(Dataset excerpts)

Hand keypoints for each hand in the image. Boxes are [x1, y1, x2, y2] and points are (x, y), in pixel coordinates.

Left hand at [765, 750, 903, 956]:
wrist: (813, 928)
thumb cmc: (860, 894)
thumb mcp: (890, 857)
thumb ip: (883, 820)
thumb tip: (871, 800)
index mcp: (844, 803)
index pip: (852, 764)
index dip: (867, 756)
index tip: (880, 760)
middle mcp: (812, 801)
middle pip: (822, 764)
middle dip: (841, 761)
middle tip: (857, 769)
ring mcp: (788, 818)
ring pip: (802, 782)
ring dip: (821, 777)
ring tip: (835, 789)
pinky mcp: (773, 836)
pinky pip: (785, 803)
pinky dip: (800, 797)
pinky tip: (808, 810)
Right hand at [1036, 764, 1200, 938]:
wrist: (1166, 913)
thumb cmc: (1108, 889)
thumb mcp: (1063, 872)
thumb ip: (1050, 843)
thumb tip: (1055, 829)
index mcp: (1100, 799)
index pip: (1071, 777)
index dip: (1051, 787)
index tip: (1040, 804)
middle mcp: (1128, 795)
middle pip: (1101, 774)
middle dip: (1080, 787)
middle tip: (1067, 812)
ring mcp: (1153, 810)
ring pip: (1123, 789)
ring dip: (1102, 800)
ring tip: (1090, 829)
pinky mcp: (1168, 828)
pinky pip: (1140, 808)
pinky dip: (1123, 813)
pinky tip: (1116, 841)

**Exercise description**
Could you output exactly the lines from the one containing "index tip: (1040, 804)" to the end of the entries above, both included, and no others?

**Result of the task**
index tip: (1040, 804)
middle mcp: (1128, 795)
middle pip: (1101, 774)
middle dip: (1080, 787)
middle tip: (1067, 812)
ring mcp: (1153, 810)
ring pip: (1123, 789)
ring dip: (1102, 800)
ring tip: (1090, 829)
pinky mcp: (1168, 828)
pinky pip: (1140, 808)
pinky dip: (1123, 813)
pinky tip: (1116, 841)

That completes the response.